There's a widespread belief among hunters that handguns are inaccurate and difficult to shoot. Some believe that they're simply incapable of learning how to use a handgun effectively. "I think many people can't accurately shoot a handgun because they believe they can't," Weishuhn said. "Many people are scared of handgun recoil, because they've been told to be afraid. I've started young people shooting .44 Magnums before someone told them to be afraid of them, and they loved it.

"If hunters practice with a quality handgun and shoot from a rest, they can generally shoot accurately out to at least 100 yards," he added. Weishuhn himself, who hunts with a Thompson-Center single shot, never pulls the trigger unless he has a solid rest.

Weishuhn agrees with Schrantz that if revolvers are used for handgun hunting, then it's a lot like bowhunting. Single-shot pistols are a different matter, however. "Single shots are more comfortable to shoot," he explained. "You don't have to worry about fire blowing out the chamber. They are more accurate than revolvers, especially at longer range. A good single-shot scoped handgun in the hands of a good shot will easily

take deer at ranges of the best shotguns or muzzleloaders."

Although 357 Magnum or .45 ACP cartridges are legal in Iowa, Weishuhn doesn't feel that they're suitable for deer hunting. "I think hunters should use nothing less than a .44 Magnum, a .480 Ruger or a .454 Casull," he said. "The .44 is good out to about 75 yards. The others are suitable for longer ranges."

According to Weishuhn, the key to optimizing your hunting with shotgun, rifle, muzzleloader or handgun lies in knowing your capabilities with the firearm and in always shooting from a solid rest. Knowing those capabilities comes with practice, and no hunter can practice too much.

Coe College biology professor Harlo Hadow served with me on Cedar Rapids' deer task force several years ago. Like me, he's a dedicated deer hunter. "I've had a .44 Magnum revolver for years but had never used it for deer hunting. I took it out last year on the last day of the muzzleloader season and dropped a nice doe at short range with the gun," he proudly said.

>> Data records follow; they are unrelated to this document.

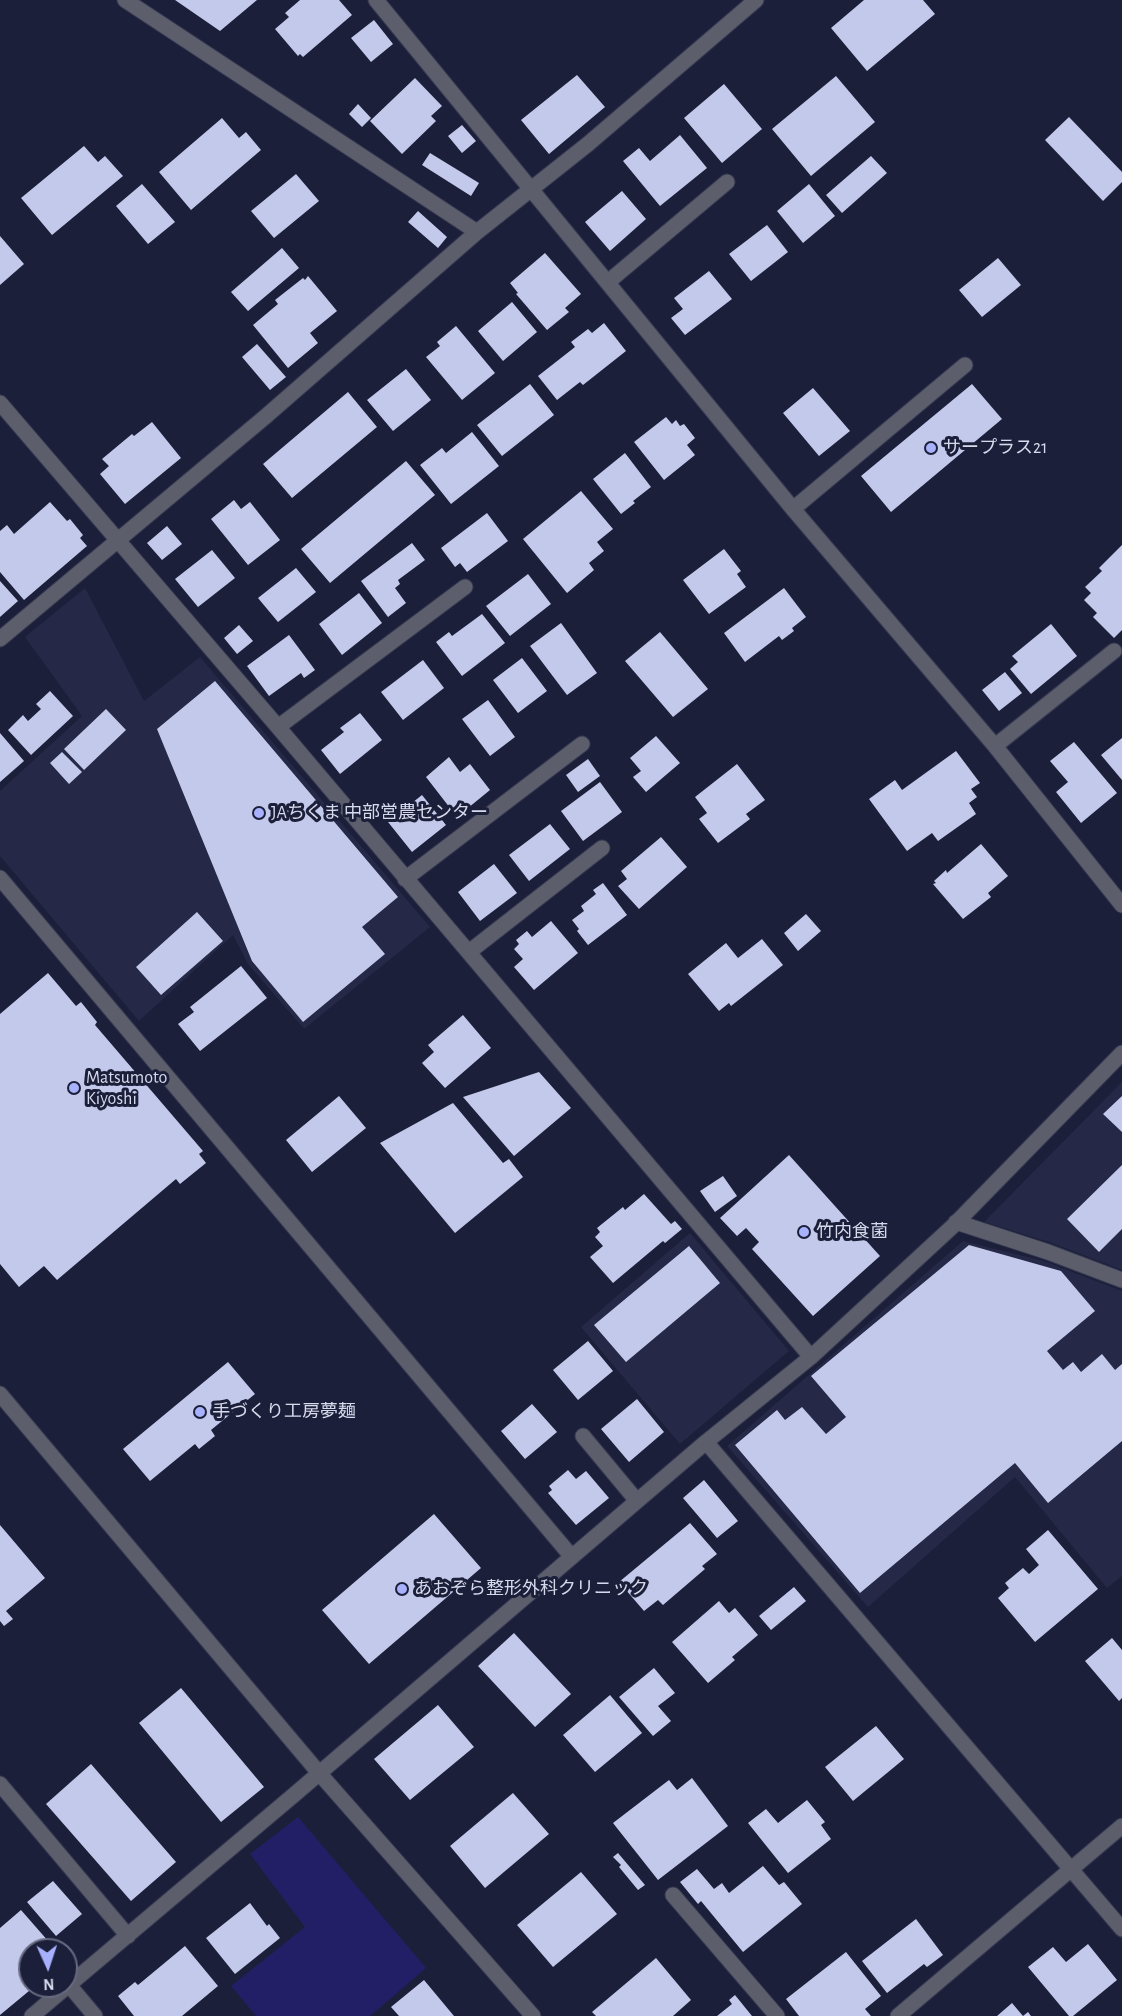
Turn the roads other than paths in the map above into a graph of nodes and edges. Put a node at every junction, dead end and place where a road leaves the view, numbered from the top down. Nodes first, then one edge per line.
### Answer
1 (125, 0) edge
2 (376, 0) edge
3 (756, 0) edge
4 (727, 182) dead end
5 (532, 190) junction
6 (477, 232) junction
7 (608, 282) junction
8 (965, 365) dead end
9 (0, 404) edge
10 (793, 509) junction
11 (117, 541) junction
12 (465, 587) dead end
13 (0, 639) edge
14 (1114, 651) dead end
15 (278, 728) junction
16 (582, 744) dead end
17 (995, 746) junction
18 (602, 848) dead end
19 (0, 878) edge
20 (405, 879) junction
21 (1122, 905) edge
22 (469, 952) junction
23 (1122, 1053) edge
24 (956, 1222) junction
25 (1122, 1280) edge
26 (811, 1357) junction
27 (0, 1394) edge
28 (583, 1436) dead end
29 (706, 1442) junction
30 (637, 1501) junction
31 (572, 1557) junction
32 (320, 1773) junction
33 (0, 1784) edge
34 (1122, 1826) edge
35 (1071, 1869) junction
36 (673, 1895) dead end
37 (1122, 1929) edge
38 (128, 1936) junction
39 (78, 1978) edge
40 (78, 1996) edge
41 (53, 1998) edge
42 (32, 2016) edge
43 (95, 2016) edge
44 (533, 2016) edge
45 (777, 2016) edge
46 (898, 2016) edge

1 - 6 street
2 - 5 street
3 - 5 street
4 - 7 street
5 - 6 street
5 - 7 street
6 - 11 street
7 - 10 street
8 - 10 street
9 - 11 street
10 - 17 street
11 - 13 street
11 - 15 street
12 - 15 street
14 - 17 street
15 - 20 street
16 - 20 street
17 - 21 street
18 - 22 street
19 - 31 street
20 - 22 street
22 - 26 street
23 - 24 street
24 - 25 street
24 - 26 street
26 - 29 street
27 - 32 street
28 - 30 street
29 - 30 street
29 - 35 street
30 - 31 street
31 - 32 street
32 - 38 street
32 - 44 street
33 - 38 street
34 - 35 street
35 - 37 street
35 - 46 street
36 - 45 street
38 - 39 street
40 - 43 street
41 - 42 street

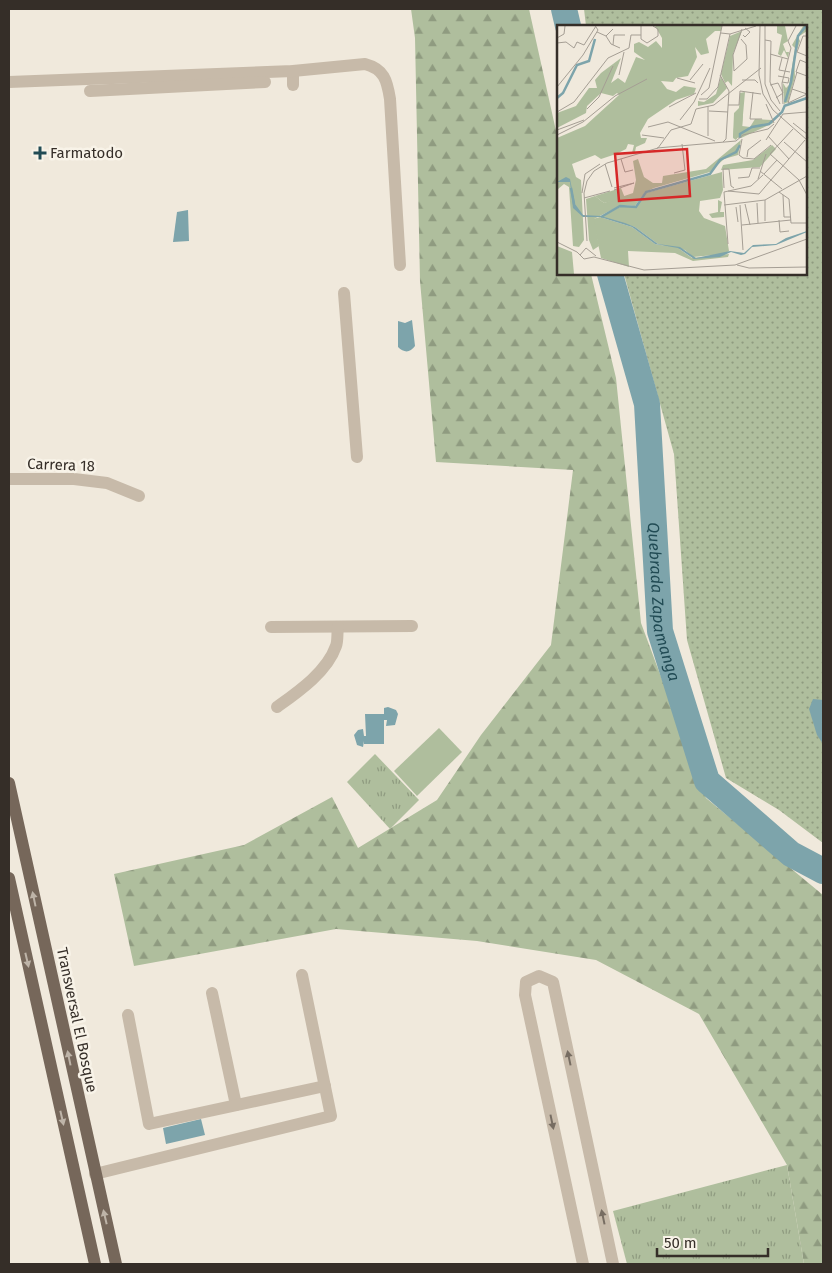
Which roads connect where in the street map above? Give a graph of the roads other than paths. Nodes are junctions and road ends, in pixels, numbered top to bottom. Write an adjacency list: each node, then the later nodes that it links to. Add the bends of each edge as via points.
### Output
1 (293, 71): 2 (street); 4 (street); 6 (street, via 365,64 381,71 384,76 392,115)
2 (266, 80): 3 (street); 5 (street)
3 (9, 82)
4 (293, 85)
5 (90, 91)
6 (400, 265)
7 (344, 293): 8 (street)
8 (357, 457)
9 (9, 485): 10 (street, Carrera 18, via 74,479 107,483)
10 (139, 496)
11 (412, 626): 13 (street)
12 (271, 627): 13 (street)
13 (338, 627): 14 (street, via 336,646 322,667 307,684)
14 (277, 707)
15 (9, 784): 22 (main road, Transversal El Bosque, one-way to 15)
16 (9, 878): 23 (main road, one-way to 23)
17 (302, 975): 20 (street)
18 (212, 993): 21 (street)
19 (128, 1015): 21 (street, via 149,1124)
20 (325, 1086): 21 (street); 22 (street, via 331,1116)
21 (236, 1105)
22 (95, 1174): 24 (main road, Transversal El Bosque, one-way to 22)
23 (95, 1264)
24 (116, 1264)
25 (583, 1264): 26 (street, one-way to 25, via 553,982 539,976 526,982 525,995)
26 (613, 1264)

This fall's deer hunting is likely to be just as good as what was seen during last year's outstanding season, and opportunities abound for bow and handgun hunters in the state's special seasons. Regulations vary widely from zone to zone, but you can get detailed information on seasons and regulations in the Iowa Deer Hunting Regulations and License Instructions booklet, which is available this month wherever licenses are sold. This is the time to study the book, to plan fall hunts - and to get the bow or firearm out. Start practicing!